ACTIVITY: This exercise calls for copying every line below that holds the word "street".

Dataset items:
=-=-=-=-=

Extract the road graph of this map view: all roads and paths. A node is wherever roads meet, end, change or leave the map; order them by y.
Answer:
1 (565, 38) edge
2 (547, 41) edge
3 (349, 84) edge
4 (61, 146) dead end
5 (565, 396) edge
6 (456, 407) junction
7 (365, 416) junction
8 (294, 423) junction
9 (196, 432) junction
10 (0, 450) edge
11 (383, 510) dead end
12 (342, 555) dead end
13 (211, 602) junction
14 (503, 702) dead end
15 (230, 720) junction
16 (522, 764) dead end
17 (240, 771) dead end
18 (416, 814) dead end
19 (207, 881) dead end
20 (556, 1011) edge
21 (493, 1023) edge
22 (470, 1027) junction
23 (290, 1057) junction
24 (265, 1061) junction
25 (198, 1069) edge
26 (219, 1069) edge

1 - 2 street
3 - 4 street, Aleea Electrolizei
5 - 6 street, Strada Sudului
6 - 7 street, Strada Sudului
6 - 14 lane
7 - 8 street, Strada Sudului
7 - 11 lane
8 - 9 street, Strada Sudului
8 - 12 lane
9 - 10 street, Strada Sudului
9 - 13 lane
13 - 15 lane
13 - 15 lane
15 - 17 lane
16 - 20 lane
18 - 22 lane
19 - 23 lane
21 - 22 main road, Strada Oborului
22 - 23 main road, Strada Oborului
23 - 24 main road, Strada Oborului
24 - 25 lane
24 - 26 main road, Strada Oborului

=-=-=-=-=

SOLUTION TO THE EXERCISE:
1 - 2 street
3 - 4 street, Aleea Electrolizei
5 - 6 street, Strada Sudului
6 - 7 street, Strada Sudului
7 - 8 street, Strada Sudului
8 - 9 street, Strada Sudului
9 - 10 street, Strada Sudului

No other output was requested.